The present invention relates to a method and apparatus for producing ultra-high purity oxygen from the separation of air. More particularly, the present invention relates to such a process and apparatus in which the air is first separated into nitrogen and oxygen rich fractions and then is further refined to separate hydrocarbons, argon and nitrogen from the oxygen rich fraction to produce the ultra-high purity oxygen. Even more particularly the present invention relates to such a method and apparatus in which the hydrocarbons are first removed from the oxygen rich fraction by rectification and then argon and nitrogen are separated by stripping the oxygen rich fraction.

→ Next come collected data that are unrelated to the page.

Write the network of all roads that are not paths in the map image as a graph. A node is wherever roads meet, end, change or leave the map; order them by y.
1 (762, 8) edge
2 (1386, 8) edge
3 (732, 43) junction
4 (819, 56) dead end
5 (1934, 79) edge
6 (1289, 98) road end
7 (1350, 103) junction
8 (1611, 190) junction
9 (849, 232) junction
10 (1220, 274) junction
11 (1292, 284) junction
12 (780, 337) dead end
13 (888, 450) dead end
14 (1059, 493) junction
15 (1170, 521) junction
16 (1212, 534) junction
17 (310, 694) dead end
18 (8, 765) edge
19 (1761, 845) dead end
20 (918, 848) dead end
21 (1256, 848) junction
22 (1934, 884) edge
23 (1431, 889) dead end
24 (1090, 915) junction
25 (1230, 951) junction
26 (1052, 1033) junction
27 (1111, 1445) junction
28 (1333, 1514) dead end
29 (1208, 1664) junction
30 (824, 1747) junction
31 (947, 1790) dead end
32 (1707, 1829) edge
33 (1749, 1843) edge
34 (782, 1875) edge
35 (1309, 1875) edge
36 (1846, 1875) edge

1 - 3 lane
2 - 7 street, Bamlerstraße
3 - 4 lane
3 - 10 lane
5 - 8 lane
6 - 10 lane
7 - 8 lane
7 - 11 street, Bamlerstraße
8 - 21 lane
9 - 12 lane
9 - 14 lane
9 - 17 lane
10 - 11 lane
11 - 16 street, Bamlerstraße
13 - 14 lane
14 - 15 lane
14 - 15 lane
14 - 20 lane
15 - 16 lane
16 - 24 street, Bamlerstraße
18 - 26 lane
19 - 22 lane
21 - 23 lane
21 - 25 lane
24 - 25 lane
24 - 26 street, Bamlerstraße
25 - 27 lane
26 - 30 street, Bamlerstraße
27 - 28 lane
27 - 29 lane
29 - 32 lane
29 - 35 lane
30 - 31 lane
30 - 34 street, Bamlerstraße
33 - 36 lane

Air is separated into nitrogen and oxygen rich fractions by various cryogenic rectification processes. In accordance with one such process, incoming air, after having been compressed and cooled to a temperature suitable for its rectification, is rectified in a higher pressure column into oxygen and nitrogen rich fractions. The oxygen rich fraction is further refined in a lower pressure column connected to the higher pressure column in a heat transfer relationship. As a result of such refinement, a gaseous nitrogen tower overhead and a liquid oxygen column bottoms collect in the lower pressure column. The higher boiling components such as hydrocarbons tend to concentrate in the liquid oxygen. Argon, which has a similar volatility to oxygen, will also form part of the liquid oxygen column bottoms. Thus, the liquid oxygen produced in the lower pressure column typically is not of ultra-high purity.
In another type of cryogenic rectification process, air is separated in a single column known in the art as a nitrogen generator. In the nitrogen generator, an oxygen rich fraction is produced as column bottoms and a high-purity nitrogen rich fraction is produced as tower overhead. The oxygen rich fraction, known as crude liquid oxygen, can be used as a coolant for the head condenser at the top of the nitrogen generator in order to provide reflux for the column. After having been used to so provide reflux, the oxygen rich fraction is discharged as waste and part of it may be recompressed either at column temperature or at ambient temperature and then recycled back to the column. This type of column, although capable of producing high-purity nitrogen, is therefore not in of itself capable of producing ultra-high purity liquid oxygen.
There are plant applications that require an ultra-high purity oxygen product. For instance, in U.S. Pat. No. 4,977,746, first and second auxiliary columns are used in conjunction with a double column arrangement to produce ultra-high purity oxygen. In this patent, gas from above the liquid oxygen sump of the lower pressure column is rectified within the first auxiliary column to produce a gaseous tower overhead free of hydrocarbons. The gaseous tower overhead is then distilled in the second auxiliary column to produce ultra-pure liquid oxygen as a column bottoms. U.S. Pat. No. 5,363,656 discloses a nitrogen generator in which crude liquid oxygen is rectified in a second rectification column to separate nitrogen gas from the crude liquid. The resultant liquid oxygen is heated so as to be evaporated by a reboiler of the second rectification column and the evaporated oxygen is then introduced into a third rectification column to produce high purity oxygen gas. The high-purity oxygen gas in then introduced into a fourth rectification column so that oxygen, nitrogen, carbon monoxide and argon, are produced as tower overhead and an ultra-high purity liquid oxygen is produced as column bottoms.
A major problem in the prior an is that a large capital expenditure is required to produce the ultra-high purity liquid oxygen. For instance, in both of the above-mentioned patents, four separate distillation columns are required. As will be discussed, the present invention provides a method and apparatus for producing ultra-high purity oxygen which is particularly well adapted to be used with a nitrogen generator that is designed to efficiently produce high-purity nitrogen in addition to the ultra-high purity oxygen.